35.17.2 OmniPro comment
35.17.2.1 Overview
Under old GAAP any lease incentives received were released from the beginning of the lease up to the date of the first market rent review. Under FRS 102 these incentives are released over the length of the lease. In effect, it is released over a shorter period under old GAAP. FRS 105 mirrors FRS 102 so this exemption is not applicable for entities transitioning from FRS 105 to FRS 102
The effect of the exemption in Section 35.10(p) of FRS 102, where lease incentives were received prior to the date of transition these leases can continue to be released in line with old GAAP (i.e. over the life of the lease) where this exemption is claimed. All leases entered into from the date of transition have to be accounted for in line with Section 20 of FRS 102.
If the entity does not claim this exemption, retrospective adjustments are required to restate the lease incentive accrual to what it should be based on Section 20 of FRS 102.
35.17.2.2 Leases incentives received since the date of transition
Where a lease incentive is received since the date of transition (i.e. in the comparative period) a transition adjustment will be required to account for this incentive over the life of its lease. The below example illustrates this.
Example 18: Lease incentives since date of transition
Company A’s date of transition is 1 January 2014 i.e. 31 December year end. Company A entered into a lease on 2 January 2014 for 10 years with a landlord for a premises it occupies. As part of the agreement the landlord provided a 3 month rent free period (lease incentive of CU200,000/12mths*3mths=CU50,000). The rent payable on the lease per annum is CU200,000. As part of the agreement, the landlord agreed to provide the first 3 months rent free. A rent review/break clause was included which could be initiated at the end of year 5. Under old GAAP, this lease incentive was released to the P&L over the 5 years as was dictated by that GAAP. Therefore at 31 December 2014 the lease incentive accrual under old GAAP was CU40,000 (i.e. the value of the rent free period of CU50,000 / 5 years * 4 years that remain) and the rent cost in the P&L was CU190,000. Assume deferred tax is at 10%. The adjustment will be tax deductible over a 5 year period in the tax computation.

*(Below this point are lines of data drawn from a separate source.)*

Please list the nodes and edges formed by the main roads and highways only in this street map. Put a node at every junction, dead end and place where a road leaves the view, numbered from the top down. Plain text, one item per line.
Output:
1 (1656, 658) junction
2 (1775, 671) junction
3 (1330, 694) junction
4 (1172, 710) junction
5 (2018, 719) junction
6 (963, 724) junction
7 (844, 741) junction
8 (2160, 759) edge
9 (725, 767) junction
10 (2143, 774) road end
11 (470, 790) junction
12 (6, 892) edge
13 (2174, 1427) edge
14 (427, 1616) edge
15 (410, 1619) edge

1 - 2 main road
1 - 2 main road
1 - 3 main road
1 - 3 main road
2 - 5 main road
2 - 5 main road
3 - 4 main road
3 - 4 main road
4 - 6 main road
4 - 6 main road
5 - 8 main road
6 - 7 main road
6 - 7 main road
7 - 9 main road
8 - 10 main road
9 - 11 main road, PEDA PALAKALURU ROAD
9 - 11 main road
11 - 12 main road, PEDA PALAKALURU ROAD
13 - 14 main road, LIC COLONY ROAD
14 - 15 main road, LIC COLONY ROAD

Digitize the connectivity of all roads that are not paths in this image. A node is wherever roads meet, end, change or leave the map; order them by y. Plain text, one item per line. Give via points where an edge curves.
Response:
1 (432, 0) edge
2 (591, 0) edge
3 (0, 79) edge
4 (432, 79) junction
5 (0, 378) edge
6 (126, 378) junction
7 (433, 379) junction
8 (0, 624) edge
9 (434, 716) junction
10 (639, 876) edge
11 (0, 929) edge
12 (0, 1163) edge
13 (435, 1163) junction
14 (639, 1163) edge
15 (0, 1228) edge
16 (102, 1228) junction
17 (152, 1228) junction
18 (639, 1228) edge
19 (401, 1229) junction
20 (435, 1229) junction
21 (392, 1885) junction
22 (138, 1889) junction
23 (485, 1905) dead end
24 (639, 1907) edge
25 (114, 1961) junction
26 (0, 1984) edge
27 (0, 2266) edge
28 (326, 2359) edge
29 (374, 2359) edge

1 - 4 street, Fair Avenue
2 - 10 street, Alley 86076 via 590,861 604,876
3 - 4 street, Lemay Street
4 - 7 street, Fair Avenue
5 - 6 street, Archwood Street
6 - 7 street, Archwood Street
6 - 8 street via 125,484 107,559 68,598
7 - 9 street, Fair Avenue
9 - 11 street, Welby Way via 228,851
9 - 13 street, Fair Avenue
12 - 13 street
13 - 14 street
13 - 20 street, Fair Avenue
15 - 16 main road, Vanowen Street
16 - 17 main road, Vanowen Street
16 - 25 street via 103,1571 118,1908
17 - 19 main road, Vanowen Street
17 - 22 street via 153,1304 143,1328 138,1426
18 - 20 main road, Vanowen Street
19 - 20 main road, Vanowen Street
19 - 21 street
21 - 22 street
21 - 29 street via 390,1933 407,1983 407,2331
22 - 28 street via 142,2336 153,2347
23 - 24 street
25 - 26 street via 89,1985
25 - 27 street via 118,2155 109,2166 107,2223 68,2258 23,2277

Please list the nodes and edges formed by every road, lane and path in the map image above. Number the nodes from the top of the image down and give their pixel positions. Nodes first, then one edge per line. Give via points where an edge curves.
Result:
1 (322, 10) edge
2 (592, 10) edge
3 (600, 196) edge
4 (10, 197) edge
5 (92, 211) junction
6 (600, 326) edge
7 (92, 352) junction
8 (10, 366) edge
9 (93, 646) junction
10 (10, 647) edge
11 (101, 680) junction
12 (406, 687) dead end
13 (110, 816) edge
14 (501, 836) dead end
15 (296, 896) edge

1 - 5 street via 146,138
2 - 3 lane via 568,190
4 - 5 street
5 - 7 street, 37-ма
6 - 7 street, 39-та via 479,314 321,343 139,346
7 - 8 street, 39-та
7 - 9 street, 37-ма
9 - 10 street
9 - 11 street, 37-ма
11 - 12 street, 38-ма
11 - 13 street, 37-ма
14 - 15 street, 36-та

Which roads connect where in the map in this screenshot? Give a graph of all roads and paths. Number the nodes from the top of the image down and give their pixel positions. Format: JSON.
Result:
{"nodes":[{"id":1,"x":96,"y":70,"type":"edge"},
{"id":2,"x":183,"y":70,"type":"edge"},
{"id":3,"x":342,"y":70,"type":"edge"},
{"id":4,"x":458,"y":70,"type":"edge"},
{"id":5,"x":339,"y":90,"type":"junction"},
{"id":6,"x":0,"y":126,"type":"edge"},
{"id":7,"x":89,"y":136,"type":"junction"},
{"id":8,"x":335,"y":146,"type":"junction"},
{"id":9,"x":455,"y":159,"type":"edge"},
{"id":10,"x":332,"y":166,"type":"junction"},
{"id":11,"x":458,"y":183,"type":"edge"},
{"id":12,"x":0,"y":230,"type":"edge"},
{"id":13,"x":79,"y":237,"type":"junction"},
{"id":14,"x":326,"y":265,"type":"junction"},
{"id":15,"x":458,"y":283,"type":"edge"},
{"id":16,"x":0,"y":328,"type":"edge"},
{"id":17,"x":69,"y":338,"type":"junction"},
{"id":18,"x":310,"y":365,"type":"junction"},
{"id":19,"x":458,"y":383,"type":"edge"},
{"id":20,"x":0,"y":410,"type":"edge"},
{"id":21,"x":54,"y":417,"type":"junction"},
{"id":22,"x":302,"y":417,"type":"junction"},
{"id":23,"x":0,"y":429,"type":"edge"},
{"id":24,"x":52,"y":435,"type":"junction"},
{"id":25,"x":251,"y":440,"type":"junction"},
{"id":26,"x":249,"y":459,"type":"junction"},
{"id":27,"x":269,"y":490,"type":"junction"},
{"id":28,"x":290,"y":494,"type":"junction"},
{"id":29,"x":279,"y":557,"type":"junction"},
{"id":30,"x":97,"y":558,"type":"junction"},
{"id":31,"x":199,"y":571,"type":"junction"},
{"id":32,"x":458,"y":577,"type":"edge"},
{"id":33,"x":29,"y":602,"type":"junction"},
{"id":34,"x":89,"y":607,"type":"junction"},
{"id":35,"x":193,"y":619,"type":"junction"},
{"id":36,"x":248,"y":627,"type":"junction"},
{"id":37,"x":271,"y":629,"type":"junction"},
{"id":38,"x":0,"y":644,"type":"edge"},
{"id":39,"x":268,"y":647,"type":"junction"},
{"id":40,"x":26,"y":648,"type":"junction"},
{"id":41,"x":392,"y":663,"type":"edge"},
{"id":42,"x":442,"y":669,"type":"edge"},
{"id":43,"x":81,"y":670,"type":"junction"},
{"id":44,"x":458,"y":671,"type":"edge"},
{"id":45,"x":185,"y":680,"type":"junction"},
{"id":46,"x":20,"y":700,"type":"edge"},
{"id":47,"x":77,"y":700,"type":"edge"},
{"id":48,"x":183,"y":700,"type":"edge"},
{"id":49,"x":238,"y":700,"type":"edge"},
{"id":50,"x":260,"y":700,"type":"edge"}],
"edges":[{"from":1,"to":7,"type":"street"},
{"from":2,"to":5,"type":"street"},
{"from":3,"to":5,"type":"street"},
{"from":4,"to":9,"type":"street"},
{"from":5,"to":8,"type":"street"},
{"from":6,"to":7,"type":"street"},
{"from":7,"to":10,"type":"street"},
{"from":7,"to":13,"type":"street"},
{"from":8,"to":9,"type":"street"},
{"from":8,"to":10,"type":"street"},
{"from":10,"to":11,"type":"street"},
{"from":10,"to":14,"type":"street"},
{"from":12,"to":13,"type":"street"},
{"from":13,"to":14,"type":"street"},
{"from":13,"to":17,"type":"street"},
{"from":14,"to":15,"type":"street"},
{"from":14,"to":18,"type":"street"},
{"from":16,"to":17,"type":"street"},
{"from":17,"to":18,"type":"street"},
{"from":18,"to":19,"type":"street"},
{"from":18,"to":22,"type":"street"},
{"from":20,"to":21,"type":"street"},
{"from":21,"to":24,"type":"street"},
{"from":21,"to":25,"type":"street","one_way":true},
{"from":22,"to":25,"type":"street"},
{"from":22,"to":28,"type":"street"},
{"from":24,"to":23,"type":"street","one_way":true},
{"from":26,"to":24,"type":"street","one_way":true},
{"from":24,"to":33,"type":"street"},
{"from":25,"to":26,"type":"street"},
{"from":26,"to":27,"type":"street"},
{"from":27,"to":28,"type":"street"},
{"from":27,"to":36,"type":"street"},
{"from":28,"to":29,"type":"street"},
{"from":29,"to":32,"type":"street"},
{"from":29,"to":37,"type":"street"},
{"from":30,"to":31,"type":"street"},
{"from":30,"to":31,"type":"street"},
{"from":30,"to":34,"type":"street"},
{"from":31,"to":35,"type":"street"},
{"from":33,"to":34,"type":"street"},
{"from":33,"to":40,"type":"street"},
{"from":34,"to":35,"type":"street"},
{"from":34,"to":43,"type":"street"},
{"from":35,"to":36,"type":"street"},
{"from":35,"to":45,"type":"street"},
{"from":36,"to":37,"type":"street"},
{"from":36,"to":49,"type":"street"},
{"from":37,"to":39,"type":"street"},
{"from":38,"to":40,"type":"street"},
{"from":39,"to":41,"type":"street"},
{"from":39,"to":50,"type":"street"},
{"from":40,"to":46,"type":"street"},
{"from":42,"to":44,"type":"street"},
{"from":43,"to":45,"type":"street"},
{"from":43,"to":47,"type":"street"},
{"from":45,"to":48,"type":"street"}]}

Under Section 20, the lease incentive needs to be written off over the life of the lease which is 10 years. See below for the calculation of what should have been accrued at the 31 December 2014.
The journals required to be posted in Company A’s TB at the 31 December 2014 to correct the old GAAP postings are:
| CU | CU | |
| Dr Rental Expense in P&L
(CU45,000-CU40,000) |
5,000* | |
| Cr Lease Incentive Accrual BS | 5,000 |
Being journal to reverse understatement of accrual under old GAAP
From year 2 on, the CU45,000 is written back to the profit and loss and set against the rental expense i.e. at the end of year 2 the accrual would be reduced to CU40,000 (CU50,000-CU5,000 for 2014 – CU5,000 for 2015) to show the net cost of CU195,000 per annum.
If in the above example the landlord provided a contribution of CU50,000 towards the cost of fixed assets or towards the cost of relocating, the treatment would be the same.
* Calculate the actual total rental payments over the 10 years i.e. actual rent payments are only paid for 9 years and 9 months = CU200,000 *9.75 years= CU1,950,000. Therefore the total amount of rent to be charged over the life of the lease is = CU1,950,000/10 years = CU195,000 per annum or CU16,250 per month. Therefore for the first 3 months an accrual is required as no payment is made. The accrual is then reduced over the life of the lease (the value of the rent free period was CU50,000). Therefore the accrual required at 31 December 2014 was CU45,000 (CU50,000 less the amount utilised in 2014 of CU5,000 (being CU50,000 / 10 years) compared to the old GAAP accrual of CU40,000.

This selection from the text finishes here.